- Care home
Norbury Court
Report from 23 January 2025 assessment
Contents
On this page
- Overview
- Assessing needs
- Delivering evidence-based care and treatment
- How staff, teams and services work together
- Supporting people to live healthier lives
- Monitoring and improving outcomes
- Consent to care and treatment
Effective
Effective – this means we looked for evidence that people’s care, treatment and support achieved good outcomes and promoted a good quality of life, based on best available evidence.
We last reviewed this key question in June 2022 where we rated it requires improvement. At this assessment the rating has remained requires improvement. This meant the effectiveness of people’s care, treatment and support did not always achieve good outcomes or was inconsistent.
This service scored 54 (out of 100) for this area. Find out what we look at when we assess this area and How we calculate these scores.
Assessing needs
The provider did not always make sure people’s care and treatment were effective because they did not always check and discuss people’s health, care, wellbeing and communication needs with them.
Assessments were completed prior to support starting.
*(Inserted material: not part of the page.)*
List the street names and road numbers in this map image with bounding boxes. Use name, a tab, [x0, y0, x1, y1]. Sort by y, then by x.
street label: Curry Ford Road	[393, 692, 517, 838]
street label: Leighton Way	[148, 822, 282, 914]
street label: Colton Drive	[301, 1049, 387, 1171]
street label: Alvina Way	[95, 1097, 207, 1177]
Care records were now more person centred and detailed but still needed improvement in some areas. For example, information around capacity was not always completed and information provided to staff about people’s communication needs was not always accurate. One relative told us, “It says [person] has no hearing problem [on the door] but [person] is non-compliant with their hearing aids. The staff need to understand [person] can’t hear.” Another relative commented that their relatives hearing aid was not working.
Delivering evidence-based care and treatment
The provider was now planning and delivering people’s care and treatment with them, including what was important and mattered to them. They did this in line with legislation and current evidence-based good practice and standards. However, improvements were still needed with audits of care and treatment requiring consistent completion to allow increased oversight and for themes and trends to identified. Completion of training for staff and more frequent supervision was also required to ensure all staff had the skills and knowledge to support people effectively.
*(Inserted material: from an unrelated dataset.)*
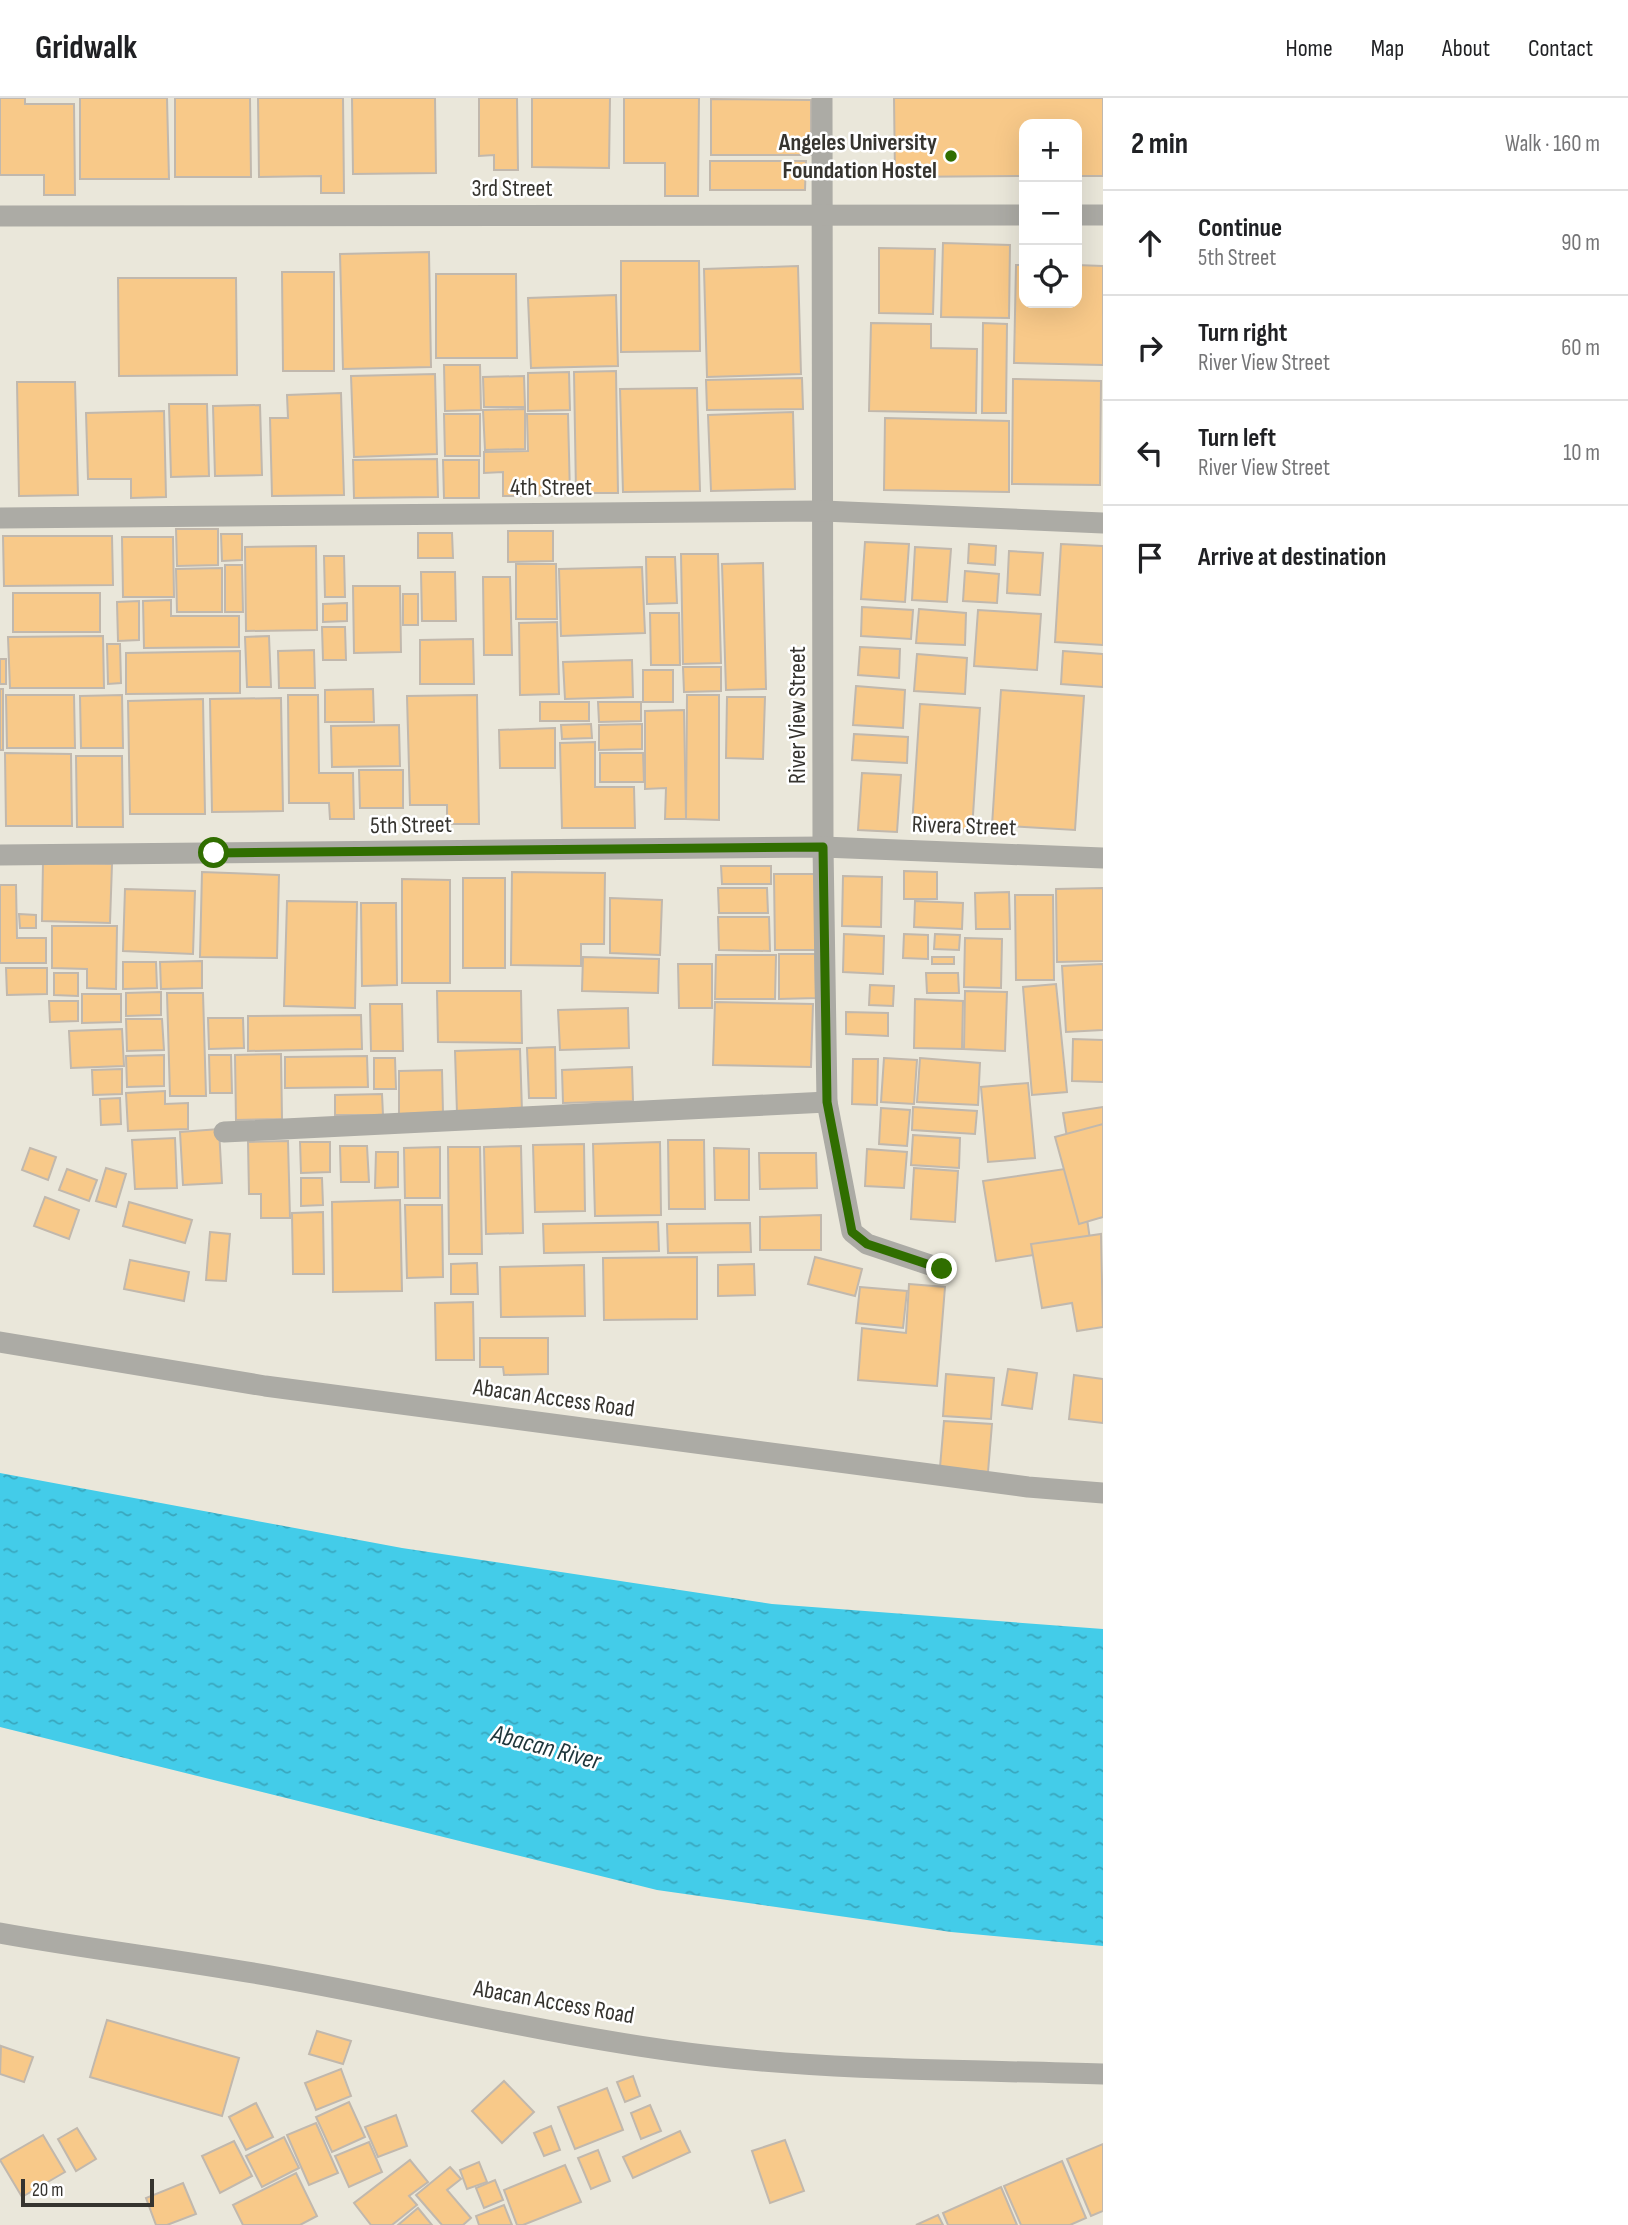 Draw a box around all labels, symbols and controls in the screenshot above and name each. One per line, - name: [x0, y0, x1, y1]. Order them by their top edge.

How staff, teams and services work together
The provider did not always make sure people’s care and treatment were effective because they did not always check and discuss people’s health, care, wellbeing and communication needs with them. We received mixed feedback from people and relatives in this area. However, feedback from some relatives noted that they were starting to notice improvements including more involvement in their relatives’ care.
We saw evidence of involvement from other health care professionals. Feedback about partnership working we received from professionals was mainly positive. One professional commented, “I believe they do their best given the resources they have.”
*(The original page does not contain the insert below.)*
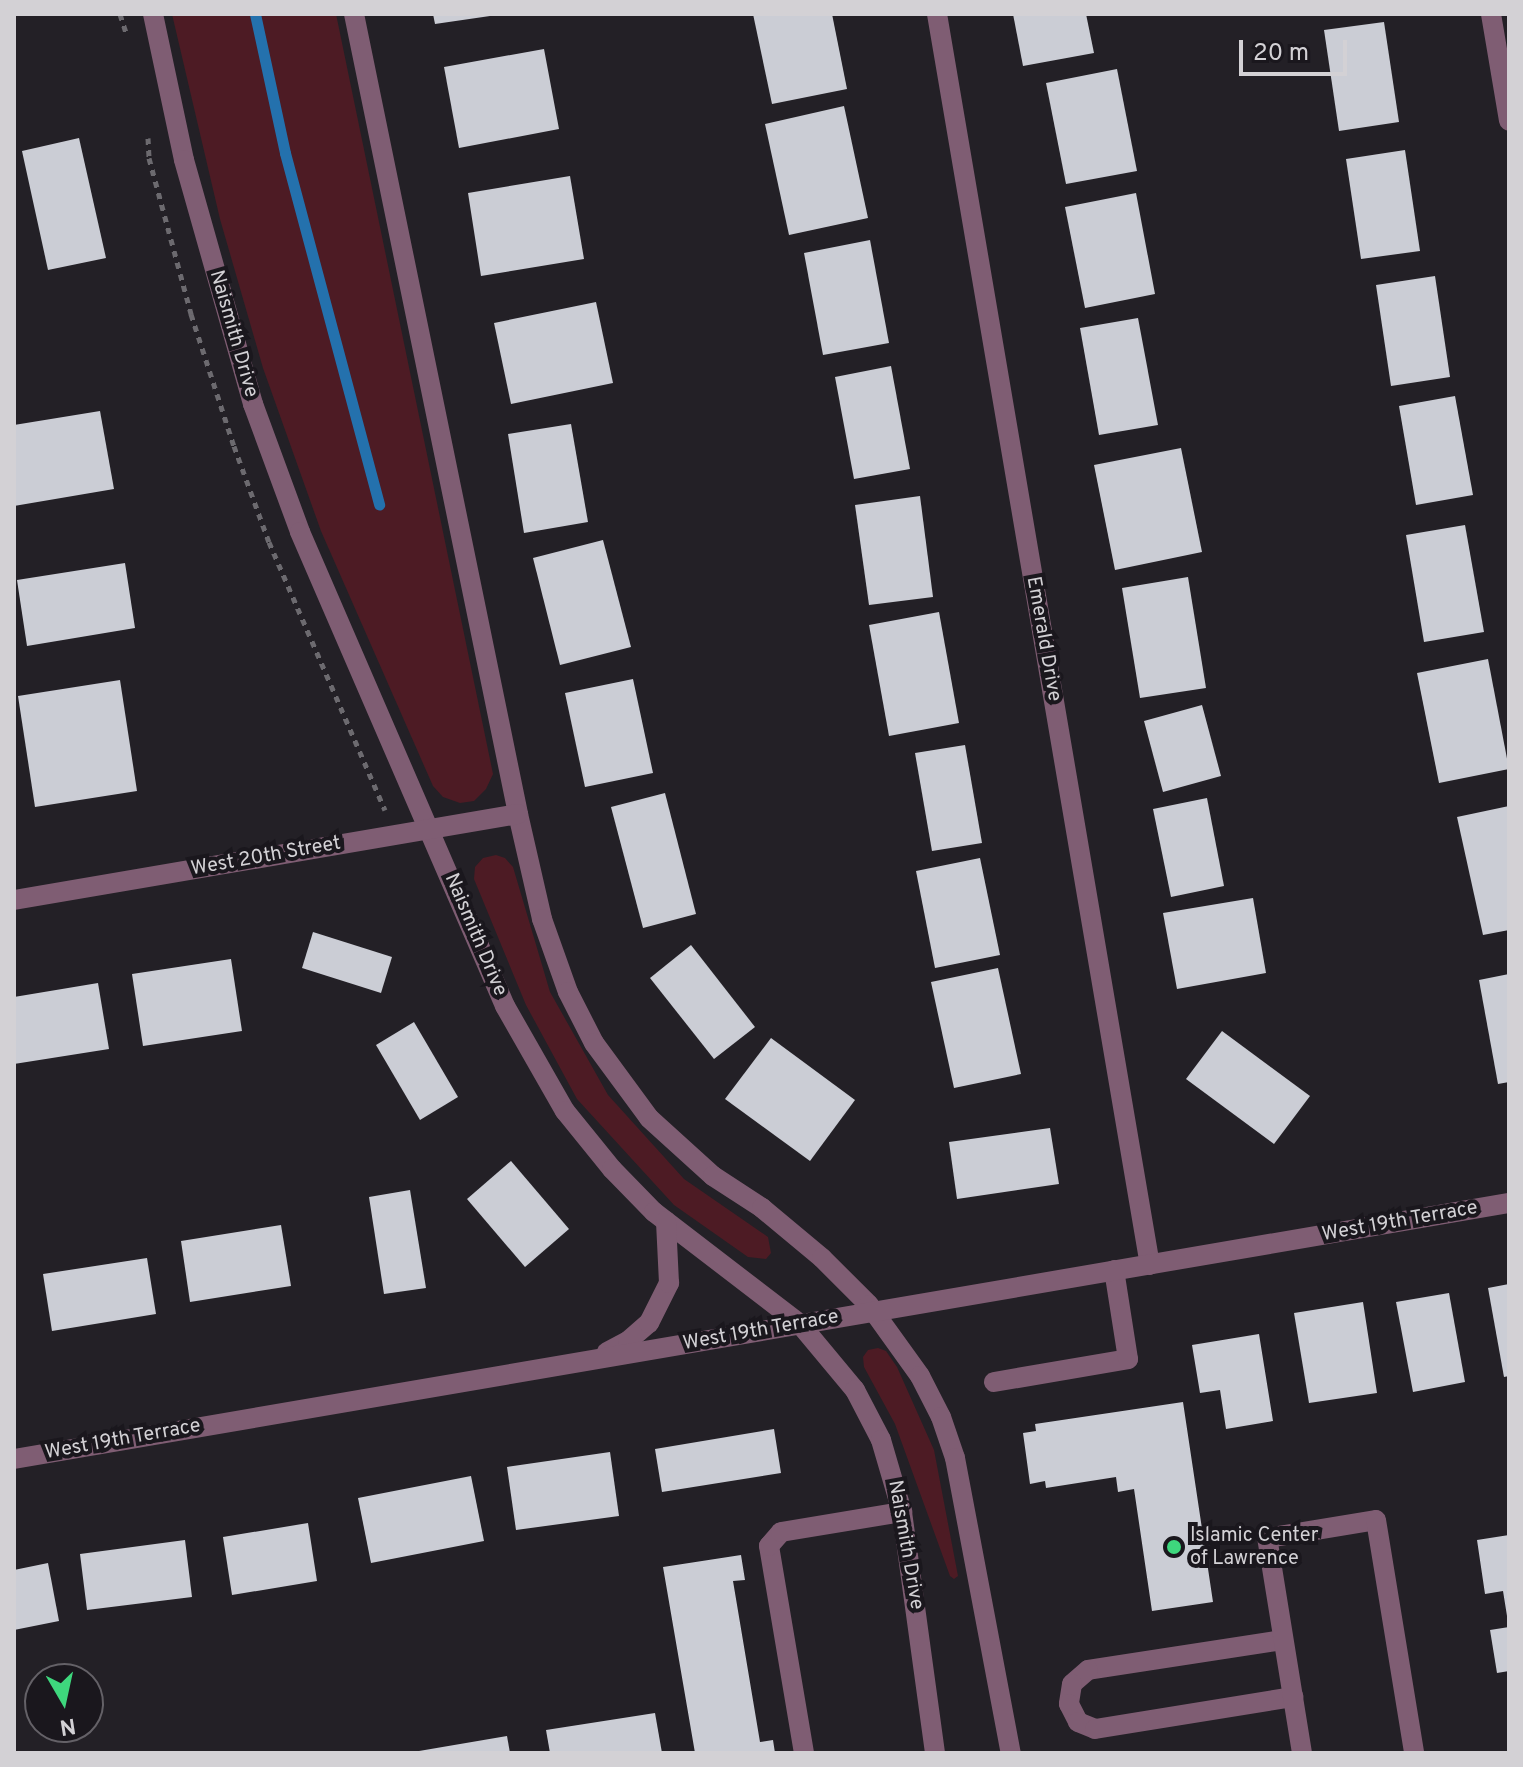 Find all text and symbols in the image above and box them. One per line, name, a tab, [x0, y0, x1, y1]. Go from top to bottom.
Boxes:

Supporting people to live healthier lives
The provider supported people to manage their health and wellbeing to maximise their independence, choice and control. Staff supported people to live healthier lives and where possible, reduce their future needs for care and support.
Staff were positive about recent changes and were now more confident in their knowledge of people they supported and in the support they provided. One staff member told us, “I know them [people]. I understand their needs.”
People and relatives were mainly positive about support received around healthcare. One relative commented, “If [person] falls, they let us know and let us know if medication changes. The doctor comes and they have spoken to paramedics when needed.”
Monitoring and improving outcomes
The provider did not always routinely monitor people’s care and treatment to continuously improve it. They did not always ensure that outcomes were positive and consistent, or that they met both clinical expectations and the expectations of people themselves. Although systems were in place these were not robust and had not always been completed consistently to allow clear service level oversight. This could result in themes and trends not being identified and missed opportunities to improve. Feedback was not consistently sought and some relatives commented on poor communication from senior managers. One relative commented, “They [provider] need a regular manager. It’s hard to find someone to talk to, it varies with staffing. There is poor communication. When you ask for things, they don’t get back to you.”
Consent to care and treatment
People were aware of their rights around consent and staff respected these when delivering person-centred care and treatment. However, people’s care records did not always contain sufficient information about the type of decisions they were able to make and how best to support them to make these decisions including any support a person may need with communication. The provider agreed to action this.
Staff received training in the Mental Capacity Act and understood the importance of ensuring that people fully understood what they were consenting to and the importance of obtaining consent before care was delivered. We observed staff offering people choices and checking consent before completing care tasks throughout our visit.